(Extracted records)
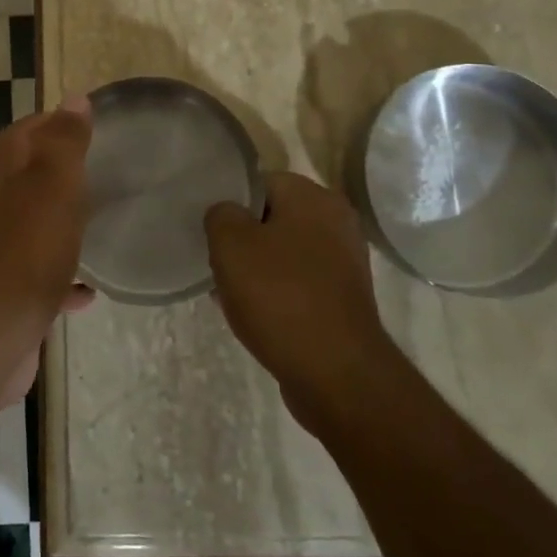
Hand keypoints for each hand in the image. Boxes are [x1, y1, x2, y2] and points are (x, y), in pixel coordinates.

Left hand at [0, 98, 95, 405]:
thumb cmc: (25, 252)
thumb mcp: (52, 186)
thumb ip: (64, 143)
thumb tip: (74, 99)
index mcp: (3, 177)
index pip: (22, 133)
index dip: (50, 121)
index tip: (85, 118)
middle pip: (25, 177)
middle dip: (58, 168)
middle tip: (100, 167)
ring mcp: (0, 254)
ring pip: (34, 225)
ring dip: (61, 220)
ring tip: (99, 219)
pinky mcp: (10, 295)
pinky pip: (43, 278)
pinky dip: (65, 277)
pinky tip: (90, 290)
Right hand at [205, 172, 393, 422]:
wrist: (336, 374)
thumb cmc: (280, 296)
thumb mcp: (230, 244)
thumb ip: (220, 215)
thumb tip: (227, 214)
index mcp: (314, 197)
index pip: (261, 182)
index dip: (231, 204)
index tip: (211, 231)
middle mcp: (337, 222)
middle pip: (273, 218)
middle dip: (243, 240)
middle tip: (219, 263)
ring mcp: (345, 263)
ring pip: (285, 253)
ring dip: (258, 270)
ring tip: (231, 293)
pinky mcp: (345, 299)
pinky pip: (299, 283)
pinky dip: (278, 294)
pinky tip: (256, 316)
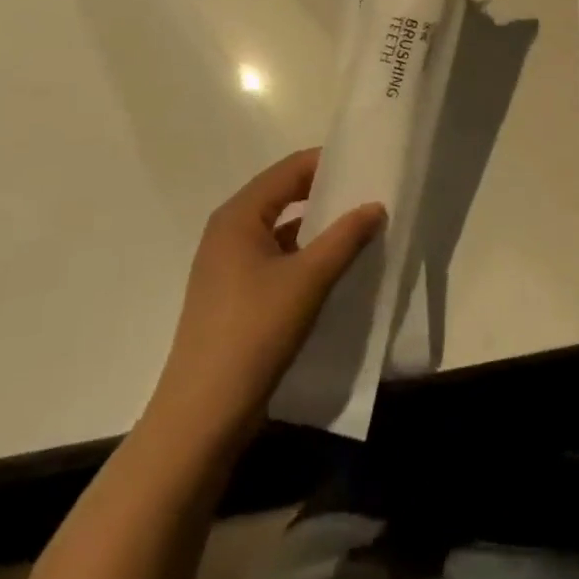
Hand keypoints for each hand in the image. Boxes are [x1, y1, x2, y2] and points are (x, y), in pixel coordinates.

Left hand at [148, 149, 385, 444]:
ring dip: (317, 228)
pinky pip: (275, 259)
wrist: (203, 415)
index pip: (289, 170)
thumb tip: (376, 205)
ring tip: (360, 230)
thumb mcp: (308, 280)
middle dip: (325, 194)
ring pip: (280, 230)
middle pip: (283, 196)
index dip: (327, 163)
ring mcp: (227, 265)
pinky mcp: (233, 295)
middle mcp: (228, 232)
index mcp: (238, 216)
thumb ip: (345, 238)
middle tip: (369, 195)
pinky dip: (304, 257)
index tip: (367, 165)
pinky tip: (334, 270)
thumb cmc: (253, 333)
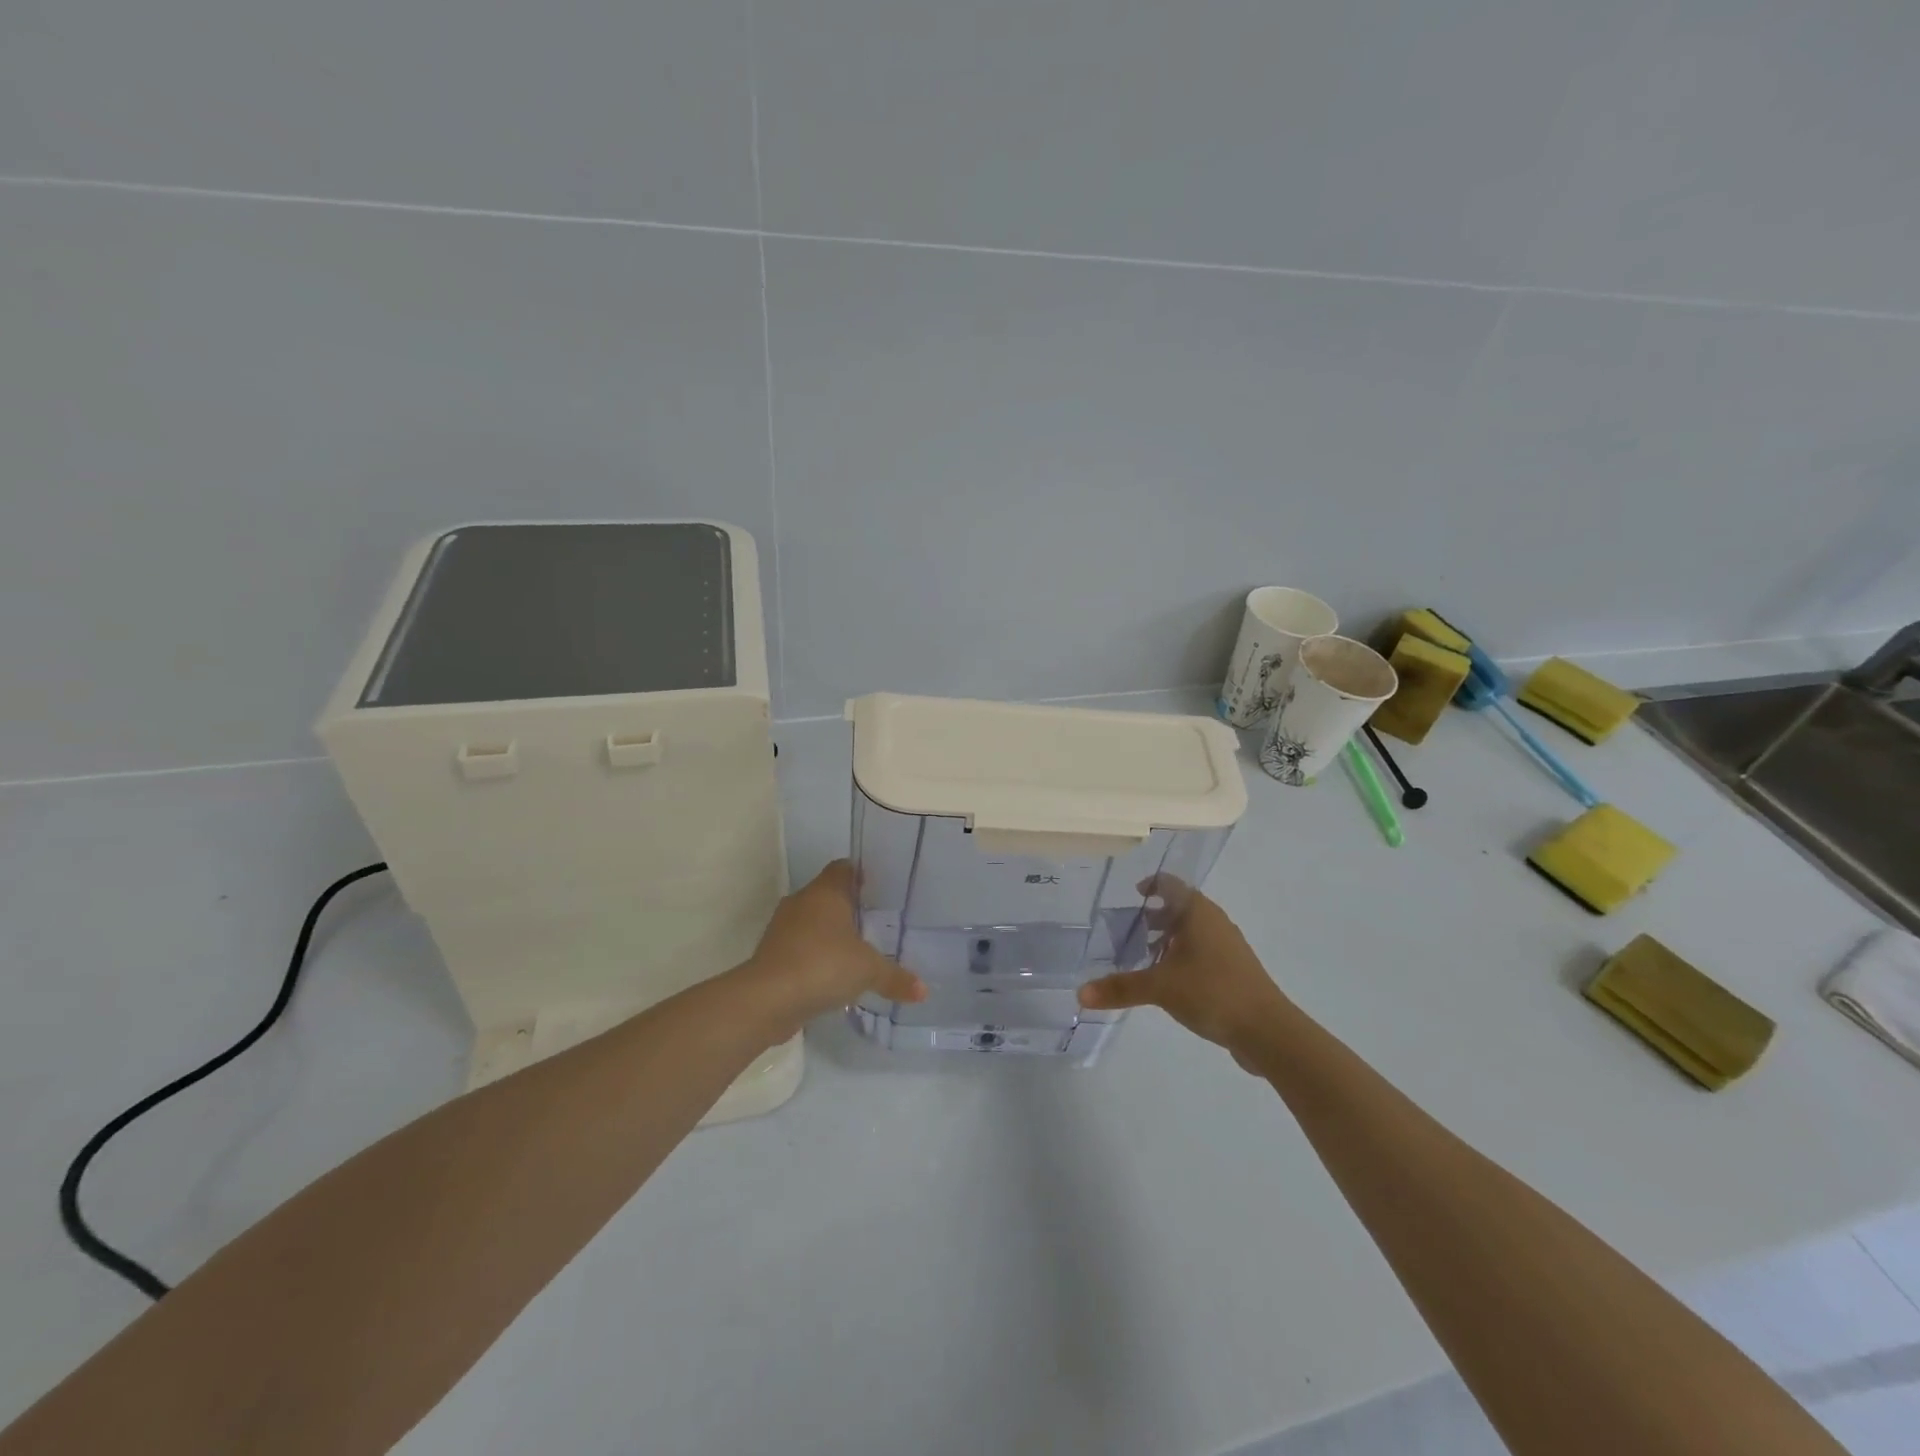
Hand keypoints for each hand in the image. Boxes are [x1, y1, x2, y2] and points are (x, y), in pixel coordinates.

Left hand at [737, 861, 926, 1035]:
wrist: (767, 999)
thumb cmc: (823, 965)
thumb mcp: (868, 971)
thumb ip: (895, 977)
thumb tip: (923, 991)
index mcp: (826, 892)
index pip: (843, 868)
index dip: (861, 874)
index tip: (879, 887)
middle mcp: (802, 902)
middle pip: (827, 894)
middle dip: (848, 907)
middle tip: (875, 921)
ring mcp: (783, 928)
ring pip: (811, 921)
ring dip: (829, 933)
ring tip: (856, 950)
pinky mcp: (772, 954)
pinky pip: (800, 947)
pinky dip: (814, 956)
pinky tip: (831, 975)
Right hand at [1077, 878, 1291, 1067]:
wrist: (1268, 1031)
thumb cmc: (1212, 992)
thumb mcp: (1160, 988)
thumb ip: (1120, 988)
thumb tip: (1079, 994)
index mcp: (1197, 912)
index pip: (1169, 884)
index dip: (1149, 885)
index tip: (1131, 894)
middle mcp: (1214, 921)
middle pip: (1180, 907)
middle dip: (1154, 916)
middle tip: (1127, 929)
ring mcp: (1228, 946)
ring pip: (1192, 931)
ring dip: (1168, 938)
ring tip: (1143, 956)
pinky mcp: (1234, 970)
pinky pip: (1202, 952)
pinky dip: (1182, 956)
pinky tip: (1169, 980)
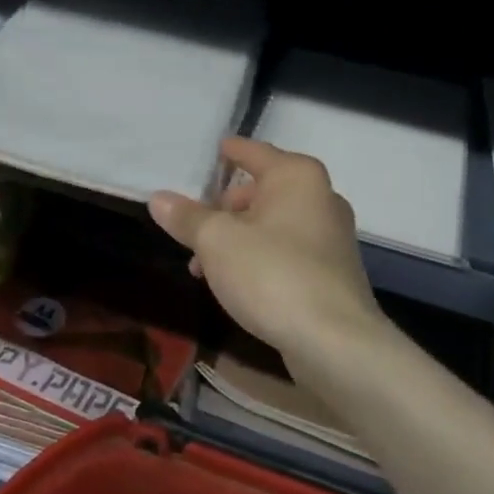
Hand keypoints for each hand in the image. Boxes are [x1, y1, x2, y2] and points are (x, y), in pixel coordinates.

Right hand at [148, 138, 386, 366]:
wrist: (334, 342)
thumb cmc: (272, 274)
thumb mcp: (216, 242)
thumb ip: (187, 217)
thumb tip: (159, 198)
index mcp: (296, 176)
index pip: (254, 152)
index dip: (230, 151)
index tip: (213, 150)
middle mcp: (320, 197)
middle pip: (262, 190)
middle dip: (225, 208)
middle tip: (194, 226)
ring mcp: (331, 236)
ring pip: (273, 224)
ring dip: (238, 237)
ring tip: (203, 265)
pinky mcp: (332, 272)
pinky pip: (286, 251)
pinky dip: (259, 257)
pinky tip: (236, 283)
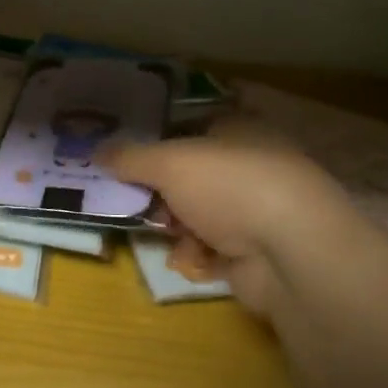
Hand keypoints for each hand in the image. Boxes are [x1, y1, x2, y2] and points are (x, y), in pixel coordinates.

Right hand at [104, 119, 345, 312]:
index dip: (160, 139)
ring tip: (168, 236)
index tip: (126, 155)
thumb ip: (129, 156)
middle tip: (134, 200)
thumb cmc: (230, 186)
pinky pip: (212, 250)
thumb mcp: (169, 162)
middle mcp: (251, 166)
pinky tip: (192, 260)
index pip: (194, 127)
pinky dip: (197, 255)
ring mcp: (256, 212)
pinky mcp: (257, 253)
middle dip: (161, 192)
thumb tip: (96, 150)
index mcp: (240, 131)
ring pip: (197, 215)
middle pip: (191, 176)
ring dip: (176, 228)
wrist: (291, 254)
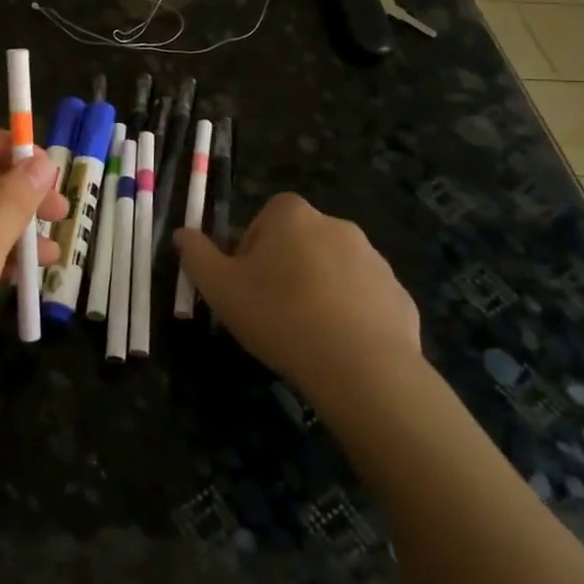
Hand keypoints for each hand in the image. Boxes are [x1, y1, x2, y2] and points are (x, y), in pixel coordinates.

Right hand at [173, 193, 421, 396]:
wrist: (362, 367)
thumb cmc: (279, 316)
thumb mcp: (219, 287)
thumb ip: (196, 255)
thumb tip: (183, 234)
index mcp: (292, 216)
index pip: (265, 218)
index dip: (251, 250)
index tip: (246, 284)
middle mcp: (337, 226)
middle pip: (300, 242)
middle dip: (285, 269)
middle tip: (270, 310)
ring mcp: (375, 260)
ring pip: (333, 270)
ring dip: (318, 291)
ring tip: (305, 334)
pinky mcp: (400, 296)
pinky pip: (364, 300)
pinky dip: (350, 316)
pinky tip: (338, 348)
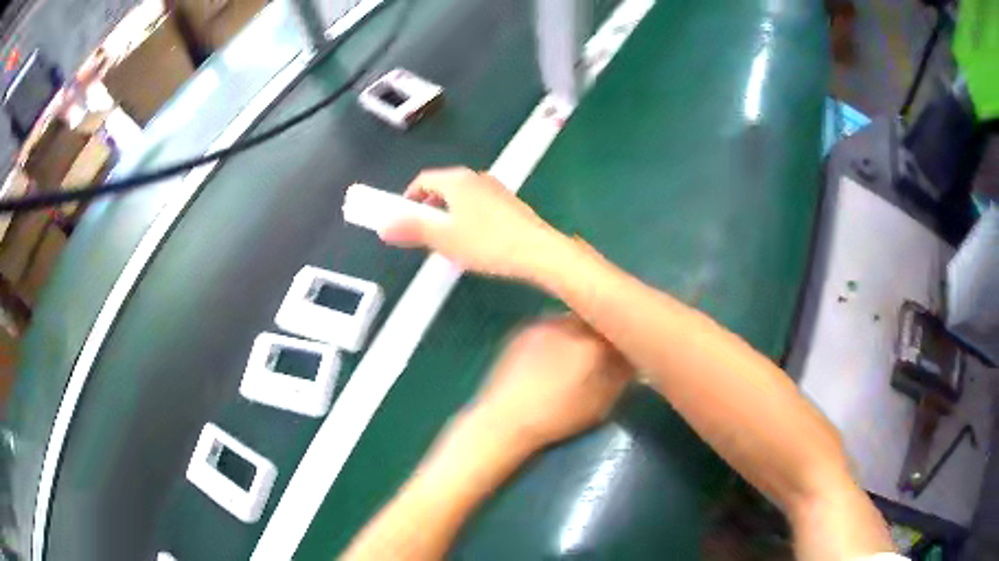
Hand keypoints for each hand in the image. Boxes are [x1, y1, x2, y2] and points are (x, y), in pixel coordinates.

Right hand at [380, 167, 562, 278]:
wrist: (538, 251)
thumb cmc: (487, 243)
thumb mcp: (443, 239)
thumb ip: (411, 229)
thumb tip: (383, 225)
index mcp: (456, 180)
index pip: (423, 180)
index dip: (407, 198)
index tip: (401, 218)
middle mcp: (476, 177)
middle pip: (442, 187)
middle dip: (427, 208)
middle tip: (422, 232)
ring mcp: (496, 189)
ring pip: (462, 197)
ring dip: (448, 214)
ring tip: (447, 240)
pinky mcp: (510, 204)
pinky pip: (479, 205)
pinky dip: (467, 218)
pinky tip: (474, 241)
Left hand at [467, 315, 631, 450]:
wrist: (504, 419)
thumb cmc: (556, 417)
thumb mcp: (599, 403)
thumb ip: (620, 375)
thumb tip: (631, 357)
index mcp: (593, 342)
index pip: (620, 327)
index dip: (626, 337)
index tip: (628, 350)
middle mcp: (570, 324)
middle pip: (596, 320)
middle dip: (603, 332)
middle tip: (603, 354)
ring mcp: (544, 323)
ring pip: (573, 320)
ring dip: (581, 332)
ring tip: (576, 357)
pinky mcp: (524, 330)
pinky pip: (552, 326)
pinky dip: (559, 336)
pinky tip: (553, 357)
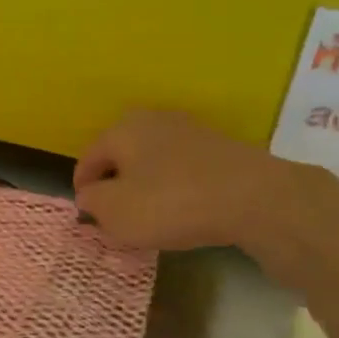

■ Work to be completed ■
If a line above holds the string "Right", return it as it stands.

■ Written response ■
Right hand at [205, 172, 393, 422]:
Right hand at [1077, 878, 1291, 1067]:
Right hand at [148, 138, 386, 366]:
Right hand at [104, 119, 345, 312]:
Right hand at [173, 193, 421, 396]:
Right hand at [380, 167, 562, 278]:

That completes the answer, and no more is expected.